WASHINGTON, D.C. — The Environmental Protection Agency’s proposed “Clean Power Plan” will greatly impact businesses, rural communities and families nationwide, according to Paul Cicio, president of Industrial Energy Consumers of America.

“We know, including the EPA knows, there’s costs. The EPA does not want to hurt people by higher energy costs, but this rule will,” said Cicio, during a Tuesday hearing chaired by U.S. Senator Shelley Moore Capito (R-W.Va.), in a continued effort to rollback the plan.

All costs of action by the United States, through the plan, will be passed on to them: “the consumer,” according to Cicio.

He said the plan will dramatically increase the cost of power and natural gas, accomplish little to reduce the threat of global climate change and provide off-shore competitors an economic advantage, potentially creating industrial green house gas emission leakage.
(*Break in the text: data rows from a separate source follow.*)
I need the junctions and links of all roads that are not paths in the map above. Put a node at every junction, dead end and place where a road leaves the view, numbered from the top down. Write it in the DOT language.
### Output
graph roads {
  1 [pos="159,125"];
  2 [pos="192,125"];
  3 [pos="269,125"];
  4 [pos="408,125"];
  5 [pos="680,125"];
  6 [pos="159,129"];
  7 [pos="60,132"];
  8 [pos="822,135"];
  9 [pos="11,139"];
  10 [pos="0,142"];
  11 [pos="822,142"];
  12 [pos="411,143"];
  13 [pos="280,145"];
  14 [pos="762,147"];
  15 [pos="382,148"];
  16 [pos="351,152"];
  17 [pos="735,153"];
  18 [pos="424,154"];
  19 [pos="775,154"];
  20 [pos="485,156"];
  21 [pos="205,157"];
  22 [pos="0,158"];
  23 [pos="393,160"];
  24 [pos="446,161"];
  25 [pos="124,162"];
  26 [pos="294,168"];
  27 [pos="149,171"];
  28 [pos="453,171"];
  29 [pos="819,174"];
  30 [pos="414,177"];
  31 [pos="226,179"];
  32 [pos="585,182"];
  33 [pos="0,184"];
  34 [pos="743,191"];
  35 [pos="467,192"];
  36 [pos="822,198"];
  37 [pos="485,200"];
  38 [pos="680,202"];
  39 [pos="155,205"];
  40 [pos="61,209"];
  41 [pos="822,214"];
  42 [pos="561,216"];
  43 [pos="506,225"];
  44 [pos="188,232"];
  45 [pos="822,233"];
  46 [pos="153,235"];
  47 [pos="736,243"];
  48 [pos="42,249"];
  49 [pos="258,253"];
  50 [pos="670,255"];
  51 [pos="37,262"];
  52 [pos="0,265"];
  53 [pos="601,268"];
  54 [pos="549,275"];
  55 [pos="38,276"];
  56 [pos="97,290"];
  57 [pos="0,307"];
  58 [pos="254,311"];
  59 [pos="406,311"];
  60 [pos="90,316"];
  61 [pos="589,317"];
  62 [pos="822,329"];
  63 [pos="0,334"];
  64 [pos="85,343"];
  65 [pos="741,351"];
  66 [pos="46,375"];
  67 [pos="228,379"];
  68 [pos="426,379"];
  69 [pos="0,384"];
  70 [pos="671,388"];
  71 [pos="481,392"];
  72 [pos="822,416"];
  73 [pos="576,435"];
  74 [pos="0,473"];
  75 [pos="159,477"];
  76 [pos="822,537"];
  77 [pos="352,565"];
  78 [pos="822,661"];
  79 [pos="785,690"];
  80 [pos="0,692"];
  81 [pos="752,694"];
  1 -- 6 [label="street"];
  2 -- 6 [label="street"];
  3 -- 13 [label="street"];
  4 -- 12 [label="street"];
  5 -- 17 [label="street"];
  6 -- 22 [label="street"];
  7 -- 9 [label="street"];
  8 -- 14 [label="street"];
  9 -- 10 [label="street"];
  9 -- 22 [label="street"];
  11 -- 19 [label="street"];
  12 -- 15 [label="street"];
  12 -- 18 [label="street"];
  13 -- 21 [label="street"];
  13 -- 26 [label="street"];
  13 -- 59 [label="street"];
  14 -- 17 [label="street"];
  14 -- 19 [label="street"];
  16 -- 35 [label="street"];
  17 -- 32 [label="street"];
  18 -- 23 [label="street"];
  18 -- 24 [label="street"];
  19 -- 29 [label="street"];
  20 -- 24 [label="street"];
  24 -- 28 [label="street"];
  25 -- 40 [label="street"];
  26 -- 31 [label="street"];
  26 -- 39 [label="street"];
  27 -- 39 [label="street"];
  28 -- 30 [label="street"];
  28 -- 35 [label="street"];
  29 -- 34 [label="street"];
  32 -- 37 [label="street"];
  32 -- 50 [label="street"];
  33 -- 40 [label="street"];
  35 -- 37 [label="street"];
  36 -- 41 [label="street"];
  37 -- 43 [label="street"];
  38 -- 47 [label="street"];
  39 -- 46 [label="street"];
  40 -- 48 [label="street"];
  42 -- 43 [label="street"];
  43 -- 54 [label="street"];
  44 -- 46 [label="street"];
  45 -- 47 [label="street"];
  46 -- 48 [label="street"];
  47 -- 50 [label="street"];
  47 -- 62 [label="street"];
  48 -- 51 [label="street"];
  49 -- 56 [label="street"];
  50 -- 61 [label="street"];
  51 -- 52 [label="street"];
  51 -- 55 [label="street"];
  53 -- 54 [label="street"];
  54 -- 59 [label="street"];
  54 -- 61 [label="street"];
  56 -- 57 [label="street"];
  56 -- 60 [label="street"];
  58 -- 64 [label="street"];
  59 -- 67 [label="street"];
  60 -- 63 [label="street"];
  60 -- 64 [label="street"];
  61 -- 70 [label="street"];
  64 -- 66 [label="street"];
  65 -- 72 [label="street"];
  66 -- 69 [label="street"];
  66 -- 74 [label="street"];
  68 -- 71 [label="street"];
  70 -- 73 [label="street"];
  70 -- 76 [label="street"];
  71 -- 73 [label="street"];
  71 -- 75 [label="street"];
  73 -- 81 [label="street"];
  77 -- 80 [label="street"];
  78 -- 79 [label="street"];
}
Cicio said this will create harmful effects to the middle class, the economy and the environment.

“If we want to be serious about reducing global green house gas emissions, the single most important thing we need to do is increase the manufacturing of products in the United States.”
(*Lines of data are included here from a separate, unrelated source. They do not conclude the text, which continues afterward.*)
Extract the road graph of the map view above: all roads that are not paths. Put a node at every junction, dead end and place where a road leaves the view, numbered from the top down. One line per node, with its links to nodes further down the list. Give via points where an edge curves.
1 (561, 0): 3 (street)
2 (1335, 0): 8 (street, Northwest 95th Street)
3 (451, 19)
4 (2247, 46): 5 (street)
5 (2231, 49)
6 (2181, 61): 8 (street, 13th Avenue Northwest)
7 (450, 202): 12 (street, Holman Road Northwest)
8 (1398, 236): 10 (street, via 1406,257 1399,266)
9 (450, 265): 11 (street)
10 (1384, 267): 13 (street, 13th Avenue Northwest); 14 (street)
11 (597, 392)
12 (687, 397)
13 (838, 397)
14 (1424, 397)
In May, Capito said she felt the EPA should put together a model path for each state individually that shows how that state should achieve objectives of meeting the required greenhouse gas emissions reductions.

Tuesday’s hearing with the Senate Environment and Public Works (EPW) Subcommittee on Clean Air and Nuclear Safety also focused on the the Affordable Reliable Energy Now Act, also called ARENA, which was a bill introduced by Capito in May.

The legislation would empower states to protect people from electricity rate increases, reduce electrical reliability and other harmful effects of the “Clean Power Plan.” Overall, Capito said the ARENA Act would put the economy first and curb federal overreach.

Cicio said they should wait until the courts settle the legislation before states act.

The new limits in the proposed Clean Power Plan, scheduled to take effect later this year, would reduce carbon emissions from existing coal-fired power plants by 30 percent on average, compared with 2005 levels, before 2030.